Attestations

Publié le par la Rédaction




Attestations

Les rares œuvres de ma jeunesse ont été spéciales. Il faut admettre qu’un goût de la négation généralisée les aura unifiées. C’était en grande harmonie avec la vie réelle que nous menions alors.

L’art moderne avait été, voilà peu de temps encore, critique et révolutionnaire. «Dans le monde de la décomposition nous pouvons faire l’essai mais non l’emploi de nos forces.» Beaucoup de mauvaises intentions trouvaient là des couvertures presque honorables.

J’ai commencé par un film sans images, le long-métrage Hurlements en faveur de Sade, en 1952. L’écran était blanc sur les paroles, noir avec le silence, qui allait grandissant ; l’ultime plan-séquence noir durait à lui seul vingt-quatre minutes. «Les conditions spécifiques du cinéma permettaient d’interrompre l’anecdote par des masses de silence vide.» Les ciné-clubs, soulevés d’horreur, criaient trop fort pour entendre le peu qui aurait pu encore les choquer dans le dialogue.

Asger Jorn m’a apporté, en 1958, une occasion d’aller plus loin. J’ai publié des Mémoires qui n’étaient franchement composés que de citations très variées, sans compter une seule phrase, même brève, qui soit de moi. J’ai offert cet anti-livre à mes amis, sans plus. Personne d’autre n’a été avisé de son existence. «Je voulais parler la belle langue de mon siècle.» Je ne tenais pas tellement à être écouté.

Entre-temps, en 1953, j’avais écrit moi-même, mais à la craie, sur un mur de la rue de Seine que noircissait la patine des ans, le redoutable slogan Ne travaillez jamais. On a cru tout d’abord que je plaisantais (le passant qui aura sauvé le document pour l’histoire avait pensé à photographier l’inscription parce qu’il la destinait à une série de cartes postales humoristiques).
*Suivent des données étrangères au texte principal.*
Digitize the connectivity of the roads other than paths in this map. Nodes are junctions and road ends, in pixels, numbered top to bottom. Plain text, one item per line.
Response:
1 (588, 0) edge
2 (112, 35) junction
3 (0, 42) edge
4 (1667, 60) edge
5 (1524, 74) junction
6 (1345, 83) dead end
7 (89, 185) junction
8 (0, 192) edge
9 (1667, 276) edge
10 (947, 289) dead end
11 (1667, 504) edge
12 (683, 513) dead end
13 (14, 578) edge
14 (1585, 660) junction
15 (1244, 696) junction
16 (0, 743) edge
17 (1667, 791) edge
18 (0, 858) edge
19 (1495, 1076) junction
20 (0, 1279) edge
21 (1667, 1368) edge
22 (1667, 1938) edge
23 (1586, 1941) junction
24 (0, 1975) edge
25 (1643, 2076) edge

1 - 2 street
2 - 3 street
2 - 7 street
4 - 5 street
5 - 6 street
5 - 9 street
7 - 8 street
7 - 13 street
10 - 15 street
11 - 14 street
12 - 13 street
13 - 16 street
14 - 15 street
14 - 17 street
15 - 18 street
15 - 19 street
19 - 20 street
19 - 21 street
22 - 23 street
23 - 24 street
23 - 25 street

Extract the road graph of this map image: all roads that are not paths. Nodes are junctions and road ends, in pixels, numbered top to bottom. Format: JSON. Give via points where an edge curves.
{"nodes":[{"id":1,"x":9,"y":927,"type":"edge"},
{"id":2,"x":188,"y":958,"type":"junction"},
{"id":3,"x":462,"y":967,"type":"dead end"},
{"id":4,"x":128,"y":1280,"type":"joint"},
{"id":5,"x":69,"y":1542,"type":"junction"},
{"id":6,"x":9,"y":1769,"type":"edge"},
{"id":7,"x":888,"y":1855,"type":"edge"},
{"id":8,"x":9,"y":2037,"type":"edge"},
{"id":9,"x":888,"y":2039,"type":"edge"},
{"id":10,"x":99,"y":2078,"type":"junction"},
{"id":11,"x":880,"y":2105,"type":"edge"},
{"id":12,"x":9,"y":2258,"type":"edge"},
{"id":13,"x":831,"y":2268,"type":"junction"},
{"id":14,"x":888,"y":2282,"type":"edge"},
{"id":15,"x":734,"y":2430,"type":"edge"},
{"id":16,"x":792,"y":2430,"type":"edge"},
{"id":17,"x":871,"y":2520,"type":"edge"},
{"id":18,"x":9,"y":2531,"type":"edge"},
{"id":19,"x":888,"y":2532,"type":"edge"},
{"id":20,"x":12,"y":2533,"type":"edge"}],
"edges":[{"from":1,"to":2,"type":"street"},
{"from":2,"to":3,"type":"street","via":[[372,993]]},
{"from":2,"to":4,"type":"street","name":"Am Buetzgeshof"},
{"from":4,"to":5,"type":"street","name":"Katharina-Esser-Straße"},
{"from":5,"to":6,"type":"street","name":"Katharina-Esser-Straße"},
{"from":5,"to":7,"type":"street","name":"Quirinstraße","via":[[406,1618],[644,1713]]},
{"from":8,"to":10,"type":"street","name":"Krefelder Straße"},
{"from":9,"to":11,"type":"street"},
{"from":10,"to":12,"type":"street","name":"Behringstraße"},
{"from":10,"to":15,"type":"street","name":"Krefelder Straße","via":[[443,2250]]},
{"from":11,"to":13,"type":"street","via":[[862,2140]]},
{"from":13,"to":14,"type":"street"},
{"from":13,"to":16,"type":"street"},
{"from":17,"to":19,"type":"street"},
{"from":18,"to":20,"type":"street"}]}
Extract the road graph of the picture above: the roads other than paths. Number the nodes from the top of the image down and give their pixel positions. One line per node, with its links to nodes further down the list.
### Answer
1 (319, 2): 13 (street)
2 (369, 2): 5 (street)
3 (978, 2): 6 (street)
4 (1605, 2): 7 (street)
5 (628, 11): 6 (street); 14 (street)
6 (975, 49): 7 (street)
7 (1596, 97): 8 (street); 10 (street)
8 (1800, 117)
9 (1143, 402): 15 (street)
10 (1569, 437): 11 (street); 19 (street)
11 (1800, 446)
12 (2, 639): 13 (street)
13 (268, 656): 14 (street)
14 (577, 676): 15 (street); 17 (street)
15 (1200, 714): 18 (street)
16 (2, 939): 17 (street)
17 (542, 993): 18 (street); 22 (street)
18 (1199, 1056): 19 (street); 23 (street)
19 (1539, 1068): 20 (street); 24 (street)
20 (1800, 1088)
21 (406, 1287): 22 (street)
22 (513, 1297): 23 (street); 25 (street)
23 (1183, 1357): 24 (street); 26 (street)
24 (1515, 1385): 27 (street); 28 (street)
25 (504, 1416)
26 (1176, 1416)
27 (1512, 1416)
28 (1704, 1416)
Je n’ai en tout cas pas dit le moindre bien de ces Mémoires, en leur temps. Et je ne crois pas qu’il y aurait plus à en dire maintenant. J’avais prouvé d’emblée ma sobre indifférence envers le jugement du public, puisque celui-ci n’était même plus admis à voir l’ouvrage. Le temps de telles conventions n’était-il pas dépassé ? Ainsi mes Mémoires, depuis trente-cinq ans, n’ont jamais été mis en vente. Leur célébrité est venue de n’avoir été répandus que sur le mode du potlatch : c’est-à-dire du cadeau somptuaire, qui met l’autre au défi de donner en retour quelque chose de plus extrême. Des gens si hautains montrent par là qu’ils sont capables de tout, mais dans leur sens.

Ces quelques précisions feront mieux voir combien j’étais fondé à résumer ainsi ce moment, dans mon Panégyrique de 1989 : «Nos seules manifestations, restant rares et brèves dans les premières années, voulaient être complètement inacceptables ; d’abord surtout par leur forme et plus tard, s’approfondissant, surtout par leur contenu. Elles n’ont pas été acceptées.»

Guy Debord - octobre 1993.

[Ces Attestations ont paru en novembre 1993 en préface à l’édition en fac-similé des Mémoires remarquablement publiée par Jean-Jacques Pauvert aux Belles Lettres. Tous les exemplaires encore en stock de cette édition furent détruits lors de l’incendie qui ravagea les entrepôts dans la nuit du 29 au 30 mai 2002.]